My life has taught me so much, most importantly the need to forever reevaluate, reflect and to  reacquaint myself with where I am, where I was and where I am heading. 

I've beguning to understand that i can't change my past,  that will be forever a part of me.

But it has made me who i am today. 

I'm proud of the me today.

I'm proud of how far I have come. 

I'm intrigued to see what lies ahead.

Excited by my future. 

But i know the need to continually grow. I want to know me better.

I want to progress emotionally, mentally and physically. 

There is so much I have denied myself. 

Mostly believing I didnt deserve it. 

But that isn't true.

My way of thinking is shifting. 

I'm learning to understand that if I dont believe I deserve it then neither will anyone else.

Our minds are strong and powerful things.

Capable of so much.

Yet often we don't give ourselves the chance to believe in ourselves.

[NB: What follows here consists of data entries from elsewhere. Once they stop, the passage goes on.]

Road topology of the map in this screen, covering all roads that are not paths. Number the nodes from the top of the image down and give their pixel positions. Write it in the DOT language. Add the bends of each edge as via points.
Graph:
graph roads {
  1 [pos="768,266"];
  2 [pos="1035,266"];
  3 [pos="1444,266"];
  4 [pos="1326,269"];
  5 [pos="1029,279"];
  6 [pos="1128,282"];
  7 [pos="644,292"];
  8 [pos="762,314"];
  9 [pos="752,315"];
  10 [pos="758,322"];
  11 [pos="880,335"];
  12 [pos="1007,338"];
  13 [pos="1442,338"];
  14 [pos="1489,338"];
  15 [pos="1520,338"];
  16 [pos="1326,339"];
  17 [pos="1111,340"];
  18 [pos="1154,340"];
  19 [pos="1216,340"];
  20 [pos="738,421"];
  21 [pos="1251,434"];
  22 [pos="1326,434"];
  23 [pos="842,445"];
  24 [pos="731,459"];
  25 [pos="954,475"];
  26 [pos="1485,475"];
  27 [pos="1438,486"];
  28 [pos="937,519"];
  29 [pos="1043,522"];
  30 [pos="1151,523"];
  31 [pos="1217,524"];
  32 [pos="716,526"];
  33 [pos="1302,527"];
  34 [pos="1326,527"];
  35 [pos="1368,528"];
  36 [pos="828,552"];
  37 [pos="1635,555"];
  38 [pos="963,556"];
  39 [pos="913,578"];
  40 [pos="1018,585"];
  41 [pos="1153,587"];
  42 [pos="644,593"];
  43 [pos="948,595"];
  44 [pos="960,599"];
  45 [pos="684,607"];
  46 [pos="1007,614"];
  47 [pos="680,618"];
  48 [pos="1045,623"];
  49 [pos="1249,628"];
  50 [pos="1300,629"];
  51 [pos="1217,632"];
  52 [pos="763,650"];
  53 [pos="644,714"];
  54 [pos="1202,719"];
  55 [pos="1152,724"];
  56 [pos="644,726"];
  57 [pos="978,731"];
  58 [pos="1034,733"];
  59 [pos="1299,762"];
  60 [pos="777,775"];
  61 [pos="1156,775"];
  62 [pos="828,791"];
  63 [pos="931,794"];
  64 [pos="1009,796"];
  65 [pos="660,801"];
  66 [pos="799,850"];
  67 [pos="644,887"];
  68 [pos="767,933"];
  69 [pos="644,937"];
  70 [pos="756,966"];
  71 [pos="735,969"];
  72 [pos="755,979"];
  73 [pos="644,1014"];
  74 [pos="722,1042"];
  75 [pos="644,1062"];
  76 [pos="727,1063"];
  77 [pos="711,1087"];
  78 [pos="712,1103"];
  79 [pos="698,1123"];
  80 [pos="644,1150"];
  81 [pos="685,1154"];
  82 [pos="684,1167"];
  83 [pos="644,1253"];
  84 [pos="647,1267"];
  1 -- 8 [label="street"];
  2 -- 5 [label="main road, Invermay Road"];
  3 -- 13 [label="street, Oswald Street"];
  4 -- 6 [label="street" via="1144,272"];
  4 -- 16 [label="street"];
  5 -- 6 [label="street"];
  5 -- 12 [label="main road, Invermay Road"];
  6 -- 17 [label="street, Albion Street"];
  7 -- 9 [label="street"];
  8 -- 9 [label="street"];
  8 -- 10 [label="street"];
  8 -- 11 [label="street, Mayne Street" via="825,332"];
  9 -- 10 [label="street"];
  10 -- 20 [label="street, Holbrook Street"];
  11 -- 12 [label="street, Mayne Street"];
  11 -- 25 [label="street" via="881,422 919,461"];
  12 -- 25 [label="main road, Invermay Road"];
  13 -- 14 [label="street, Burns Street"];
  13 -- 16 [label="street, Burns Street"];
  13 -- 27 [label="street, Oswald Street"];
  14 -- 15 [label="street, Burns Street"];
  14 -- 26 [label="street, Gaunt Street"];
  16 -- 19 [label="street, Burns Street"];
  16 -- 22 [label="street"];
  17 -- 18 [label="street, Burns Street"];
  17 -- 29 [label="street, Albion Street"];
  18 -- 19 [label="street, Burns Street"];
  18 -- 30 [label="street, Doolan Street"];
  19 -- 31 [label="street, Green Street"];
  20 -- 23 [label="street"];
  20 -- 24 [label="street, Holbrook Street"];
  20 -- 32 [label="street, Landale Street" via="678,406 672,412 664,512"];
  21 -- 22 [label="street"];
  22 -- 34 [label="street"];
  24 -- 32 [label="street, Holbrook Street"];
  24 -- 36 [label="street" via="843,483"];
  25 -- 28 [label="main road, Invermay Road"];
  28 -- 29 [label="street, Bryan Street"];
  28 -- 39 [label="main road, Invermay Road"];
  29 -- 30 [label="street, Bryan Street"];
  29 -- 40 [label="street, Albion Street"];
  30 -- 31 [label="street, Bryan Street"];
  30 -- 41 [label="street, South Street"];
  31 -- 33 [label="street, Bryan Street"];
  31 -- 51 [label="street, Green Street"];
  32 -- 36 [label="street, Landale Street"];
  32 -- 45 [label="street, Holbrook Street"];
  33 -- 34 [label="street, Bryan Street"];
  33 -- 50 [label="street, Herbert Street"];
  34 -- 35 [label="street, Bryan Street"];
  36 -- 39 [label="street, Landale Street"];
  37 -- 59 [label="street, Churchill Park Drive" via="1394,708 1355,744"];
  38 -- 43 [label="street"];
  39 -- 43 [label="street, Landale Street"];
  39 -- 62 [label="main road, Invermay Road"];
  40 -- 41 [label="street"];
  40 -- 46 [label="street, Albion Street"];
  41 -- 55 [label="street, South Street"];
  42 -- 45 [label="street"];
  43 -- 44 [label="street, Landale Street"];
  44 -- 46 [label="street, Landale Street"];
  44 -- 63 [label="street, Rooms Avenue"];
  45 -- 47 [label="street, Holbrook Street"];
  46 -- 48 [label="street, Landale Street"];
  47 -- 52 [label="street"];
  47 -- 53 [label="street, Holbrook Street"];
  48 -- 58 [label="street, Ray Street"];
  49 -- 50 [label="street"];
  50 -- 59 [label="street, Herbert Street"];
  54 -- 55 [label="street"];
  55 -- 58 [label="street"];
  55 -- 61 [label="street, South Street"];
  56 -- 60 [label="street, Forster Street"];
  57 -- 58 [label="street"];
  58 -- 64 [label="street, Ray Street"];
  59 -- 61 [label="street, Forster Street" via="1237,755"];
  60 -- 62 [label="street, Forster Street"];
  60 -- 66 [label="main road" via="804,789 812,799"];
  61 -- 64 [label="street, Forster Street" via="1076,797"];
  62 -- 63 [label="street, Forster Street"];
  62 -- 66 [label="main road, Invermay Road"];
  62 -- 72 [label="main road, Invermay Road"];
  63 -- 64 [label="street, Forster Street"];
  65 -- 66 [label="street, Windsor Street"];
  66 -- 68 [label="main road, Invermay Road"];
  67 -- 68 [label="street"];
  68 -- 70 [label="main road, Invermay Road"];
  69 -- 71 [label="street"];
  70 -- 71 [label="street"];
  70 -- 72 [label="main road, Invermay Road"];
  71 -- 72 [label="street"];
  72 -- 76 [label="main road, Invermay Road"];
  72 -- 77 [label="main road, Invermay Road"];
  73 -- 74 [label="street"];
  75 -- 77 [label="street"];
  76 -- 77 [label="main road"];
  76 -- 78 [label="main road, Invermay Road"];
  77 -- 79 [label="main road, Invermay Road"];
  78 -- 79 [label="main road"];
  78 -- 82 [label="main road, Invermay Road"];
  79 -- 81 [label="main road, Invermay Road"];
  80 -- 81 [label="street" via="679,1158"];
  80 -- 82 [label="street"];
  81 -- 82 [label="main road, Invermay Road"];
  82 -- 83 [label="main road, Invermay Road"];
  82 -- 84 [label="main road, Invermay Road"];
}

Past hurts denying us of the ability to grow, deepen our own understanding of ourselves and form a new narrative. 

I know it isn't easy, but growth is not meant to be painless. 

It's  uncomfortable and awkward.

Because we are stepping out of our comfort zone.

But we will be stronger for it.

Like muscles need to tear to mend to be stronger, so must i.

Growth can't be painless.

So yes at times I'm left wondering. 

At times I have little understanding.

At times I can't see clearly. 

At times I may want to give up. 

But as long as I'm moving forward I'm progressing.